What the task requires - Find the lines below that include the word "graph" and report how many there are, with no other text.

Data under study -
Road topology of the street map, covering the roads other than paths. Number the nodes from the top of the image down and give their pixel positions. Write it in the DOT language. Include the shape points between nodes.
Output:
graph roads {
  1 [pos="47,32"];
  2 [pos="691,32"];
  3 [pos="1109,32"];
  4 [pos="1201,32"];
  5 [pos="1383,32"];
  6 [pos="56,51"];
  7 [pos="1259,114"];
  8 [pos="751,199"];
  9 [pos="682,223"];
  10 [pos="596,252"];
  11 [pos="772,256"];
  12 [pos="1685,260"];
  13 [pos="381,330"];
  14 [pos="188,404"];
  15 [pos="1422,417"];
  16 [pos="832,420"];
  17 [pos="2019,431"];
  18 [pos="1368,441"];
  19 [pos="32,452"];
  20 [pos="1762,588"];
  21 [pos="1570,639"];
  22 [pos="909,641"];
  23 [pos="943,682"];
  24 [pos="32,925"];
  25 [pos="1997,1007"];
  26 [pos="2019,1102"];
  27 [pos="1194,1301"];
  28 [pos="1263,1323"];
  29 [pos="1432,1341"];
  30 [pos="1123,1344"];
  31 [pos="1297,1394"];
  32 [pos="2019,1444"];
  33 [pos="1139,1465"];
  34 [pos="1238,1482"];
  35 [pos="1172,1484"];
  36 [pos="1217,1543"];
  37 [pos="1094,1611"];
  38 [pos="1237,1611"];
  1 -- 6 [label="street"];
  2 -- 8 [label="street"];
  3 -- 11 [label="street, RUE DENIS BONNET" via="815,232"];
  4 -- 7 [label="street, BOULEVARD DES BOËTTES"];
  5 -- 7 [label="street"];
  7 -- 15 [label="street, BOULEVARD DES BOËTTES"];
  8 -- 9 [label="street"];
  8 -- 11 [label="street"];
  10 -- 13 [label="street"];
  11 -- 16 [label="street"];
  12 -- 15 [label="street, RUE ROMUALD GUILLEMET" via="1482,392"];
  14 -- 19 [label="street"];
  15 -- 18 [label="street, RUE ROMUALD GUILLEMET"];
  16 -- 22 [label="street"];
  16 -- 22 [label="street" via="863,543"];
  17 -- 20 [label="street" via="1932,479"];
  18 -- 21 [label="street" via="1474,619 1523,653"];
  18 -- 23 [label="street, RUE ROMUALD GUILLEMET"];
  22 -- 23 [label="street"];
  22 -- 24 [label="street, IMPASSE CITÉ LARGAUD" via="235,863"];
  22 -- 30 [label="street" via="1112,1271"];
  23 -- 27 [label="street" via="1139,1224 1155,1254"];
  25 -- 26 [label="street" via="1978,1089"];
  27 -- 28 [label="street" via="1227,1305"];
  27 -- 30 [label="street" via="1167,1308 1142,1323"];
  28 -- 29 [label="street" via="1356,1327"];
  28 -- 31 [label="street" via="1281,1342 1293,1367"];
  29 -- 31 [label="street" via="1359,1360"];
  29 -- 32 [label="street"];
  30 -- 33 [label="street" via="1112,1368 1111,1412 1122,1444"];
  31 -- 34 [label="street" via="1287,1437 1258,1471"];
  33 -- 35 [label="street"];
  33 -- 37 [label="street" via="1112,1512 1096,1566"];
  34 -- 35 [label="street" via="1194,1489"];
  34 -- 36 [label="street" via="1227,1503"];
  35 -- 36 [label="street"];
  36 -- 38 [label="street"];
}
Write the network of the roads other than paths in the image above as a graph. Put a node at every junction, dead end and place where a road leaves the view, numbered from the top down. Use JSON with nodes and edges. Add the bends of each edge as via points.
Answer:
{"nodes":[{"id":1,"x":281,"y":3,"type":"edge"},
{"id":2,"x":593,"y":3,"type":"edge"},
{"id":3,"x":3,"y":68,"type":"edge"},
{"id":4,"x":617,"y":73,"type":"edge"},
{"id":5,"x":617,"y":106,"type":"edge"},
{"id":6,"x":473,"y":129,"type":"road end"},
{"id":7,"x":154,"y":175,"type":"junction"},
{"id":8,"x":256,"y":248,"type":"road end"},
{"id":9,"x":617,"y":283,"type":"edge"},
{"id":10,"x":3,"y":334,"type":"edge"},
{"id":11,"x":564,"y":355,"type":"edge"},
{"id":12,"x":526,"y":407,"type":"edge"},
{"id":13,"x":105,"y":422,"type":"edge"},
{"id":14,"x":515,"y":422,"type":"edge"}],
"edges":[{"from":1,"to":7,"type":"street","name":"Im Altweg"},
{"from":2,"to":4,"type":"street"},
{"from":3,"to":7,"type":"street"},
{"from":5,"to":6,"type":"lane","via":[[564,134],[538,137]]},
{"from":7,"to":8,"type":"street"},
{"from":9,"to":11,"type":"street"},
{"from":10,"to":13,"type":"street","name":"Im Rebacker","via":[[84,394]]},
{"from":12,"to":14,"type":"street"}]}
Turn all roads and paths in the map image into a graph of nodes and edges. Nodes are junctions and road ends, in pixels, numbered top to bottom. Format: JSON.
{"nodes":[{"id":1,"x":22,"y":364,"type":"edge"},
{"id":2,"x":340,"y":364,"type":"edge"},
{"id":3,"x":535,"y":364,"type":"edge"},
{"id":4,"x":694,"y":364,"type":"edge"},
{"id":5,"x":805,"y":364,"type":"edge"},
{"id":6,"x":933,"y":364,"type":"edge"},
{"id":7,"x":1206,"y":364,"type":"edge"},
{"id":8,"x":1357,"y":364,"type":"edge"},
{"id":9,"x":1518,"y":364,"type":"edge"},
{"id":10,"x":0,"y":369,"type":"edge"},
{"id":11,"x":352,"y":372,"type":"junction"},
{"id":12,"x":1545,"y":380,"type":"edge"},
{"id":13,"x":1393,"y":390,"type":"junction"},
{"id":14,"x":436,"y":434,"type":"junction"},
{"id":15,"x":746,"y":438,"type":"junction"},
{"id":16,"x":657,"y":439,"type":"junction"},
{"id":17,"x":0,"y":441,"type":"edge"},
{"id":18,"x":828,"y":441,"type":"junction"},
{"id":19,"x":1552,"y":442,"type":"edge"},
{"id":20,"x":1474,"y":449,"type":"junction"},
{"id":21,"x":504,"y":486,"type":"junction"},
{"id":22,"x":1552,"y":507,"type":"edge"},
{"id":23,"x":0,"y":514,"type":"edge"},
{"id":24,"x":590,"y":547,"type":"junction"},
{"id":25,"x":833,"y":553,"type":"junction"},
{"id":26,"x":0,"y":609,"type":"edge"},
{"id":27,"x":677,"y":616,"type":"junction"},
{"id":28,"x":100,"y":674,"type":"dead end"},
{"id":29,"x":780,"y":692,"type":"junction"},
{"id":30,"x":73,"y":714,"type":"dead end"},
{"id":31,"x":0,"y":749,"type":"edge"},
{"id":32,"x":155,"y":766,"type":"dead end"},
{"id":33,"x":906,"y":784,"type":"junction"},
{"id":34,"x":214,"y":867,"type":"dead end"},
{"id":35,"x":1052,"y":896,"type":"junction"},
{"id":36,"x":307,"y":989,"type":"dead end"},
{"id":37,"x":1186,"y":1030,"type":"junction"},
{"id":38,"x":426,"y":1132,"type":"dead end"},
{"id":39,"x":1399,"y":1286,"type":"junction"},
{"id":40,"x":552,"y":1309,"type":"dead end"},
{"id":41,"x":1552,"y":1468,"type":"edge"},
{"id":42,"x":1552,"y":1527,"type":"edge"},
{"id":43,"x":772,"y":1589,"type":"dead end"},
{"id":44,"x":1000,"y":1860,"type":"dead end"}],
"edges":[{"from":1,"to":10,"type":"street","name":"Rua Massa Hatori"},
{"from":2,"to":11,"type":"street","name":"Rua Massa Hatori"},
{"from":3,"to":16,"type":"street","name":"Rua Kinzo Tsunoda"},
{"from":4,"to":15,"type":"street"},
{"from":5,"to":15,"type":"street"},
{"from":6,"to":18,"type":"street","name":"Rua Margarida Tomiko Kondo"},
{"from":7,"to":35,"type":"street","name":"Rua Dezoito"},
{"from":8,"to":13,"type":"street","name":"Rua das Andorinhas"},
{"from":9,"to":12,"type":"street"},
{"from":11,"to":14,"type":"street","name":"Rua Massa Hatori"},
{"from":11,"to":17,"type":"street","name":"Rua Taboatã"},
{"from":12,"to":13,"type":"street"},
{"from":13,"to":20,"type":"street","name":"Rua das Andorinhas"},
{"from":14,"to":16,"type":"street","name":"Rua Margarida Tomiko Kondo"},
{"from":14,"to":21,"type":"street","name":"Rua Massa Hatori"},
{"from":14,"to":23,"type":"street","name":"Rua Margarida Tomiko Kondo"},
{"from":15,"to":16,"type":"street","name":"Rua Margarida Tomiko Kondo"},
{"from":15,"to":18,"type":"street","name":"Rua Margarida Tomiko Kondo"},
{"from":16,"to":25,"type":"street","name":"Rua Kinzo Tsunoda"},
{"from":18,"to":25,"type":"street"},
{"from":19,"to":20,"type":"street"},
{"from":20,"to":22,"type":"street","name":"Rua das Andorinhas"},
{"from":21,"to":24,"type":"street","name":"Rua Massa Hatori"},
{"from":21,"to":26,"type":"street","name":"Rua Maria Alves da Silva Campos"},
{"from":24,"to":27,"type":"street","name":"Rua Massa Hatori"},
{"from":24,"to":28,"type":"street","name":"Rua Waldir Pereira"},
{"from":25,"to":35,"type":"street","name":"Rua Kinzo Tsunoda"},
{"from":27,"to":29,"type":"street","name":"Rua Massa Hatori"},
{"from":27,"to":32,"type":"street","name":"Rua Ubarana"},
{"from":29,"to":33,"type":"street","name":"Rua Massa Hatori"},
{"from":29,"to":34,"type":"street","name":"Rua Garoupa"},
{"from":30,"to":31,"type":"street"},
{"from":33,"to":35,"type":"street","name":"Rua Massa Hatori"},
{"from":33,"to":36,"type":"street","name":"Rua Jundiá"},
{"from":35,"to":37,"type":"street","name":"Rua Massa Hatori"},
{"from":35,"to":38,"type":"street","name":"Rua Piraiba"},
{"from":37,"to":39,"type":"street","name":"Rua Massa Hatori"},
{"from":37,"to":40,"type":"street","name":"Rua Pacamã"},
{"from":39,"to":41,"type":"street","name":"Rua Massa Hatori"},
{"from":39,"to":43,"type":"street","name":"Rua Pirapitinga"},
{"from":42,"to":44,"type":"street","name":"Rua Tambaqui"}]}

Solution - 3